按列排列的前 n 个元素答案

【问题标题】：Top n elements by column按列排列的前 n 个元素
【发布时间】：2026-01-01 00:30:01
【问题描述】：

假设我有这个 Spark 数据框：

col1 | col2 | col3 | col4
   a |    g |    h |    p
   r |    i |    h |    l
   f |    j |    z |    d
   a |    j |    m |    l
   f |    g |    h |    q
   f |    z |    z |    a
 ...

我想取消透视列并按出现次数获取前 n 个元素的数组。例如 n=3：

columnName |   content
      col1 | [f, a, r]
      col2 | [g, j, i]
      col3 | [h, z, m]
      col4 | [l, a, d]

我设法使用此代码将列名加入到单个列中：

columnNames = output_df.columns
output_df = output_df.withColumn("columns", F.array([F.lit(x) for x in columnNames]))

我想我可以使用 explode 功能，但不确定它是不是最有效的方法。

有什么建议吗？

谢谢

【问题讨论】：

top n elements 是什么意思？按发生次数？
@BlueSheepToken 是出现次数最多的 n 个元素。我会更新问题。

标签： python hive pyspark apache-spark-sql

【解决方案1】：

除了手动计算所有出现之外，我什么都看不到，这不是很有效，我很高兴听到其他方法。

但是，如果您不担心性能问题，那么这样做可以解决问题！

请注意，我是用 scala 编写的，我会尝试将其翻译为 pyspark，但由于我以前从未这样做过，这将很难。

// Let's create a dataframe for reproductibility
val data = Seq(("a", "g", "h", "p"),
("r", "i", "h", "l"),
("f", "j", "z", "d"),
("a", "j", "m", "l"),
("f", "g", "h", "q"),
("f", "z", "z", "a"))

val df = data.toDF("col1", "col2", "col3", "col4")

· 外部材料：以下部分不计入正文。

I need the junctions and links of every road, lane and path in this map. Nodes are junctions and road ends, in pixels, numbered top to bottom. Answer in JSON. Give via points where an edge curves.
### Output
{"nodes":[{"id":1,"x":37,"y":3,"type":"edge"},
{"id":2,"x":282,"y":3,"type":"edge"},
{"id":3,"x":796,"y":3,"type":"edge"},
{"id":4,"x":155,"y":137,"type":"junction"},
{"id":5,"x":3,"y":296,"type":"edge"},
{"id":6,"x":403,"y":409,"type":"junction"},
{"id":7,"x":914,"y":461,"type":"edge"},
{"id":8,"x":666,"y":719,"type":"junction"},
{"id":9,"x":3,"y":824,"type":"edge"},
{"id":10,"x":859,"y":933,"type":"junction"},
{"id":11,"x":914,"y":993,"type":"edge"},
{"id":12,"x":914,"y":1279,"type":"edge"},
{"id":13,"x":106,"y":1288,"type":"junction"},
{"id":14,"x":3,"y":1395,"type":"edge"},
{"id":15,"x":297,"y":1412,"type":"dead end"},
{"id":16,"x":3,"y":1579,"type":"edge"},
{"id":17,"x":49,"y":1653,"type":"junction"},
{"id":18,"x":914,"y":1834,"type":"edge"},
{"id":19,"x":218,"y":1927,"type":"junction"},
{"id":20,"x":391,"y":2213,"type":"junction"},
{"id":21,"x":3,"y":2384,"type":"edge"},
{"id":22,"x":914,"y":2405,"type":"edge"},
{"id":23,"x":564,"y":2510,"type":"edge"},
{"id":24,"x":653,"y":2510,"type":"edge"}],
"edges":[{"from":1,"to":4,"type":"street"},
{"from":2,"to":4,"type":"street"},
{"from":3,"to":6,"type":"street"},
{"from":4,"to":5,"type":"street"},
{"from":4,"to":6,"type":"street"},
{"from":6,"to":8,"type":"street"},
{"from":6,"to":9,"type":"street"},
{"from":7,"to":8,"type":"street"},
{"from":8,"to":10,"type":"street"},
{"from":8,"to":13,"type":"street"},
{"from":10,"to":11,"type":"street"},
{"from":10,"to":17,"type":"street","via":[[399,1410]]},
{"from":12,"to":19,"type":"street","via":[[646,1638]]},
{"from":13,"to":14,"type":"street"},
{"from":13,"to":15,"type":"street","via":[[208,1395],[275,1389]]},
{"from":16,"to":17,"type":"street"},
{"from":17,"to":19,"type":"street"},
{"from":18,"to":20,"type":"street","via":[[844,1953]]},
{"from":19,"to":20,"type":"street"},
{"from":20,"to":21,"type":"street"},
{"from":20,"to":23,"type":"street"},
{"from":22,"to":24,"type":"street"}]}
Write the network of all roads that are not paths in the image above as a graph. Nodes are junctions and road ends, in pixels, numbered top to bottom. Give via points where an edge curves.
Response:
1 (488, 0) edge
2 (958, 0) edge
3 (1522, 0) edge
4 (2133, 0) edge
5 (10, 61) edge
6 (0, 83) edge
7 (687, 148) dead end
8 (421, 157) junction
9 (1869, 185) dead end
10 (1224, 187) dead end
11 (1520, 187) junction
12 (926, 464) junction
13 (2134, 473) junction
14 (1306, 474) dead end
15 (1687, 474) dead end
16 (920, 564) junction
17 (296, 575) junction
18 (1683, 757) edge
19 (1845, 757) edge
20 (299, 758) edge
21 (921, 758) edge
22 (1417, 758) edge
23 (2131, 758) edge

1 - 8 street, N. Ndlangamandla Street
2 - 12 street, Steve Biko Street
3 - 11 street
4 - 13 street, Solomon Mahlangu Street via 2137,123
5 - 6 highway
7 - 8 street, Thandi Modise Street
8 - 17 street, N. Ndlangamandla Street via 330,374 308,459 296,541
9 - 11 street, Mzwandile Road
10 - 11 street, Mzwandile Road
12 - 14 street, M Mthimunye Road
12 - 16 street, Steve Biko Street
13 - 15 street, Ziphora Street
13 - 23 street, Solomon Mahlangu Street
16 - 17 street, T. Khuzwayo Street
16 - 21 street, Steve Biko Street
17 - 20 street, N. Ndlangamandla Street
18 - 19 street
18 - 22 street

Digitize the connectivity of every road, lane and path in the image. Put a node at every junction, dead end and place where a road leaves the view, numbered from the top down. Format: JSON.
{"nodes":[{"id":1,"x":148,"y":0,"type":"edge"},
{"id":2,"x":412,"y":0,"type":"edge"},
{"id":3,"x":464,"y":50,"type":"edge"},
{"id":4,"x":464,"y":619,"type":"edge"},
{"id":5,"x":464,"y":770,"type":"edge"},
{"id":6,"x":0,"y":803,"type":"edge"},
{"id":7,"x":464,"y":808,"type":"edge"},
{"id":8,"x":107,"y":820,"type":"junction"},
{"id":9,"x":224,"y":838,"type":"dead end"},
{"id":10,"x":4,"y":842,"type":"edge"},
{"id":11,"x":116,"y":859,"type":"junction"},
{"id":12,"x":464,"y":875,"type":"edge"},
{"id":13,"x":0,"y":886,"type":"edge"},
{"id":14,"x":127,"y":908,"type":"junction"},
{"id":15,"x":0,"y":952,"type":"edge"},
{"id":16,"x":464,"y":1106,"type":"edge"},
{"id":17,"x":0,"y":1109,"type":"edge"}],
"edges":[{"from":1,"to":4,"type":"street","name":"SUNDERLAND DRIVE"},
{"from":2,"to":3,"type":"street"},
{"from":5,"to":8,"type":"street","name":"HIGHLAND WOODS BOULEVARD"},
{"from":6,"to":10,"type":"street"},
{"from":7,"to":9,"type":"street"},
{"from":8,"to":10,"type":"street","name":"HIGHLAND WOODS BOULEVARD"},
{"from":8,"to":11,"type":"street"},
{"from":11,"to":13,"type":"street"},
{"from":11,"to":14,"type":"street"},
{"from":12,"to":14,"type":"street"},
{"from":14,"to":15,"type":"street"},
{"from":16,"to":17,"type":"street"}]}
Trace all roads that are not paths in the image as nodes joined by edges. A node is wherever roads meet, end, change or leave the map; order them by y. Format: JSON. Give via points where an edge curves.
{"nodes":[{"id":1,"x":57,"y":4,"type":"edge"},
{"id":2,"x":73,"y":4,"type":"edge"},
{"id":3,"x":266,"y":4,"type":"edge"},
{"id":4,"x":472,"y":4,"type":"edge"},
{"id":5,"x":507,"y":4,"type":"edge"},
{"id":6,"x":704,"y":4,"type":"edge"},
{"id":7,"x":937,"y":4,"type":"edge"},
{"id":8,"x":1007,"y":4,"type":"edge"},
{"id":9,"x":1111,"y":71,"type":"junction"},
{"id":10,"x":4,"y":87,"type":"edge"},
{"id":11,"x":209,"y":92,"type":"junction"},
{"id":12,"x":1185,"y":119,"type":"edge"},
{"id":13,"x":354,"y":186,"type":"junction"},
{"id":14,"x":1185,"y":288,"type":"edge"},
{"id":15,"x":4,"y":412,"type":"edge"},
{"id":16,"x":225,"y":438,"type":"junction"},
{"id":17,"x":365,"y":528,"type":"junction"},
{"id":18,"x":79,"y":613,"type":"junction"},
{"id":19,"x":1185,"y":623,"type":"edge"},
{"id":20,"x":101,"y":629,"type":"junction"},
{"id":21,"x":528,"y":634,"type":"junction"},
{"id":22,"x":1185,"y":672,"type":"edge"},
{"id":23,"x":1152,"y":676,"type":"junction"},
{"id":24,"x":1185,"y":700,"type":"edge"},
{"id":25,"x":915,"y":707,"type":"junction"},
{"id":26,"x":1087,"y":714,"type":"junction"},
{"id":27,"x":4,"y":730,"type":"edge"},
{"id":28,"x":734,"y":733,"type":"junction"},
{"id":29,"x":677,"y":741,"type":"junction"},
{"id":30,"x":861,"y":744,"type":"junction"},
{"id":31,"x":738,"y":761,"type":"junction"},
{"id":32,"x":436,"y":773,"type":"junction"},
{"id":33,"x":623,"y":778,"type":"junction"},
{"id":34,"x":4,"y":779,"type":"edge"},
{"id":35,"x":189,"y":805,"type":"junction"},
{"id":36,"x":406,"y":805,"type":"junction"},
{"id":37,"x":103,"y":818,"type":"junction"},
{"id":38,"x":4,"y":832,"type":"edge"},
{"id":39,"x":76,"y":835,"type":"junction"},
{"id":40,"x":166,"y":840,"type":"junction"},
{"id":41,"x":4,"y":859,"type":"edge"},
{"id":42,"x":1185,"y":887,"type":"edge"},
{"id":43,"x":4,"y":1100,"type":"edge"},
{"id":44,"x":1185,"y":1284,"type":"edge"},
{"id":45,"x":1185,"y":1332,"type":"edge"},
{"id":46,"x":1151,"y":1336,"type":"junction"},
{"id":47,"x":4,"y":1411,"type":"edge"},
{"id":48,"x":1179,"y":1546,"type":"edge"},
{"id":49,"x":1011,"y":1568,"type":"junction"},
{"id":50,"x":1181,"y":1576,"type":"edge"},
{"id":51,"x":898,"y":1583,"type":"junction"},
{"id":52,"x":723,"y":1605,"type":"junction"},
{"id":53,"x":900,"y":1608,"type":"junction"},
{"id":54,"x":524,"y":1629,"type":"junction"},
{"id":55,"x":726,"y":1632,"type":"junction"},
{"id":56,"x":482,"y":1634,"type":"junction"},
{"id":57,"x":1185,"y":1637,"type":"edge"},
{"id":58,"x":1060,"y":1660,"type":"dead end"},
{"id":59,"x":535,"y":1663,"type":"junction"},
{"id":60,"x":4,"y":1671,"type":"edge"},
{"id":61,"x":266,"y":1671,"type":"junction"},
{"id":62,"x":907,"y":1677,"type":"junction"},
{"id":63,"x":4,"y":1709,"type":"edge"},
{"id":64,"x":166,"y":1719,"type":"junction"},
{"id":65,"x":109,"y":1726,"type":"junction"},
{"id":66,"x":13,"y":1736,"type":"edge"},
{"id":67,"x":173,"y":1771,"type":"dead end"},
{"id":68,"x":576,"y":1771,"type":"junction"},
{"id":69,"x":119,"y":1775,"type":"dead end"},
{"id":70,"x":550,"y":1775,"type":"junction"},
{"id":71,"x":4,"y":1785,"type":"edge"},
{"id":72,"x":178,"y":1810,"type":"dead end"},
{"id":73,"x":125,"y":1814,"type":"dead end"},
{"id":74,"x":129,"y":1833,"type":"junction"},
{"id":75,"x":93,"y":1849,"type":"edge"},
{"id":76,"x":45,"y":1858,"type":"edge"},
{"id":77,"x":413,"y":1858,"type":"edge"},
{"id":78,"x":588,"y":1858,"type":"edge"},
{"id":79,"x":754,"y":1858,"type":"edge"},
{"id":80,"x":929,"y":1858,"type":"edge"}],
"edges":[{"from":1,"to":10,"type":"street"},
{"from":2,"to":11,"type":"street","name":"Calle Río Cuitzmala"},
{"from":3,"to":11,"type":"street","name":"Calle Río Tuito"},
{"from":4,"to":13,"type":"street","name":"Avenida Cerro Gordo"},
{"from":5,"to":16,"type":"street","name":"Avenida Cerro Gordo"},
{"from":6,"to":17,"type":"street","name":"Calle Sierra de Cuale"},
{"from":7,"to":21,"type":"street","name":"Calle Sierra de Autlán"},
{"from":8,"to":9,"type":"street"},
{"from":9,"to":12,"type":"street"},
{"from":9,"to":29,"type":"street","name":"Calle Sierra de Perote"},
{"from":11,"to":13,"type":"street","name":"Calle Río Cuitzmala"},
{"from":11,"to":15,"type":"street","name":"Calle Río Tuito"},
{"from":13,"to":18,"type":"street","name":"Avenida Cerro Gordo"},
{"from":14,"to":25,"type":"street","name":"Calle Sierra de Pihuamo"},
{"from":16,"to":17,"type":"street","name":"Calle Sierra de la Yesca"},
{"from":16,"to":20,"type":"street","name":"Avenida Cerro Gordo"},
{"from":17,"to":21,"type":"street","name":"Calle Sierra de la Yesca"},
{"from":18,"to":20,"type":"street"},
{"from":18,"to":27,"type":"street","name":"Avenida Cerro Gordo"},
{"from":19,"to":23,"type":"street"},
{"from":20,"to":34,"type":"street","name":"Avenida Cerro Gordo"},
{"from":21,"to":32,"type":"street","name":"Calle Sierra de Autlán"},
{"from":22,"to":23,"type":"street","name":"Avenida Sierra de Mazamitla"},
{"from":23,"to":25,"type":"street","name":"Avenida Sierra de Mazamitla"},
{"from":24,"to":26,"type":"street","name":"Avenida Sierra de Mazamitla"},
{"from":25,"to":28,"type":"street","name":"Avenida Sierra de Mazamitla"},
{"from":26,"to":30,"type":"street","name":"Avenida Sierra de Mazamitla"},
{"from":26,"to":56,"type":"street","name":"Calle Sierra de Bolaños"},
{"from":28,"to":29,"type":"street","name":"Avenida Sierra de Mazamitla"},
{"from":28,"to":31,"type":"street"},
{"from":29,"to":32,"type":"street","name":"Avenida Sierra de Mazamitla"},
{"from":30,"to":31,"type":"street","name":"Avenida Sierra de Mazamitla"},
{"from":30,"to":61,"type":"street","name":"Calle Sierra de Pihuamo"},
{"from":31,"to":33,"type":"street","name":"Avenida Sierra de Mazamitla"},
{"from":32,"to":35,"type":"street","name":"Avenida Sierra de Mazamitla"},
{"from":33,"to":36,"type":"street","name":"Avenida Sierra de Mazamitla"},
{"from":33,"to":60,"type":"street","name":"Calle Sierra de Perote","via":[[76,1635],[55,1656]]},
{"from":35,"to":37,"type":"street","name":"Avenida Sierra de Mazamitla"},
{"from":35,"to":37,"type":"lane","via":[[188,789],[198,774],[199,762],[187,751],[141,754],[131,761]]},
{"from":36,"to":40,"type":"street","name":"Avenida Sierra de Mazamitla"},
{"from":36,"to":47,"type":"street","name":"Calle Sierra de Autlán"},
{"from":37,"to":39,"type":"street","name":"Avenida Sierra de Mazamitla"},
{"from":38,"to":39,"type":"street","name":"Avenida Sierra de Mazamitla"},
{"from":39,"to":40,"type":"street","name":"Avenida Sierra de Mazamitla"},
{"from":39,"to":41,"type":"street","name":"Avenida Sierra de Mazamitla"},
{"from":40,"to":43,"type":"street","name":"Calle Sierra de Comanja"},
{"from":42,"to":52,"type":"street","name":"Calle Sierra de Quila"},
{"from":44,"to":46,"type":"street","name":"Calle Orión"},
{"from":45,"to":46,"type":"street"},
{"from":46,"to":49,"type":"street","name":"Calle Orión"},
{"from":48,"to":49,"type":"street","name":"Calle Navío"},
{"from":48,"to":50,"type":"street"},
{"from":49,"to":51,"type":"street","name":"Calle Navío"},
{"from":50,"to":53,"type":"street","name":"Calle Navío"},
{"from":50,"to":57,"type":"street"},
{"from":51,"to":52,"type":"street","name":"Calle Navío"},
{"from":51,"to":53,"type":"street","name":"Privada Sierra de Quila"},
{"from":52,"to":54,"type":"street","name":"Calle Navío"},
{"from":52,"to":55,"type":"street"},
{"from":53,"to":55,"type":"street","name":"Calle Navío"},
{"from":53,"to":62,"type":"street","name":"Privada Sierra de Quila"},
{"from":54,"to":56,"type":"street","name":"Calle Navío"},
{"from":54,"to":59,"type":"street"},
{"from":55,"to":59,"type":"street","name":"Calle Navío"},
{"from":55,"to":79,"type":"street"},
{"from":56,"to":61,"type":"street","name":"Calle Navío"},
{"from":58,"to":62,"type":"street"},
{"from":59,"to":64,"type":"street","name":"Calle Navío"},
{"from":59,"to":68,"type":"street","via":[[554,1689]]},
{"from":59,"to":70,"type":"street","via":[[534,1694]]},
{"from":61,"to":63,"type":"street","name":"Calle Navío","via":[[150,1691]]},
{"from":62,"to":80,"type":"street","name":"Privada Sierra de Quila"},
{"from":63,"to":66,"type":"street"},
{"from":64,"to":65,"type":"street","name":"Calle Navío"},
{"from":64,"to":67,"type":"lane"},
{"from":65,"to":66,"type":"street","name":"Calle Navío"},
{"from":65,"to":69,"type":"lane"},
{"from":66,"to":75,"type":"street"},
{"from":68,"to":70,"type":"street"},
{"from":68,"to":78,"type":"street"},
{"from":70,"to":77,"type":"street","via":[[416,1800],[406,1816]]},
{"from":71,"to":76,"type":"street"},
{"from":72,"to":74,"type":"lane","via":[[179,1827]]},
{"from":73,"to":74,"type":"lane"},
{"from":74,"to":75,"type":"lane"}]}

// Let's add a constant 1, with the groupby sum that will give us the occurencies !
val dfWithFuturOccurences = df.withColumn("futur_occurences", F.lit(1))

// Your n value
val n = 3

// Here goes the magic
df.columns // For each column
    .map(x => 
        (x, dfWithFuturOccurences
            .groupBy(x)
            .agg(sum("futur_occurences").alias("occurences")) // Count occurences here
            .orderBy(desc("occurences"))
            .select(x)
            .limit(n) // Select the top n elements
            .rdd.map(r => r(0).toString).collect().toSeq) //  Collect them and store them as a Seq of string
        )
    .toSeq
    .toDF("col", "top_elements")

在 PySpark 中可能是这样的：

import pyspark.sql.functions as F

data = list(map(lambda x: 
            (x,
            [str(row[x]) for row in 
             dfWithFuturOccurences
            .groupBy(x)
            .agg(F.sum("futur_occurences").alias("occurences"))
            .orderBy(desc("occurences"))
            .select(x)
            .limit(n)
            .collect()]
            )
        , df.columns))

然后将您的数据转换为数据框，就完成了！

输出：

+----+------------+
| col|top_elements|
+----+------------+
|col1|   [f, a, r]|
|col2|   [g, j, z]|
|col3|   [h, z, m]|
|col4|   [l, p, d]|
+----+------------+

【讨论】：

感谢您的回复。您不应该在地图开头使用dfWithFuturOccurences 而不是dfWithOccurences 吗？我试过你的代码（pyspark）并得到这个错误in lambda TypeError: unsupported operand type(s) for +: 'int' and 'str'
@Maxbester 你说得对，我迷路了！你能告诉我哪条线报错了吗？
聚合线.agg(sum("futur_occurences").alias("occurences"))。我不知道这是F.lit(1) 的演员表问题还是数据框中的数据格式问题。
@Maxbester，这应该可以工作，我认为 sum 方法不是来自 sparl sql 函数，而是来自 python 内置函数（sum('hello world') 出现同样的错误）
@Maxbester，这对你有帮助吗？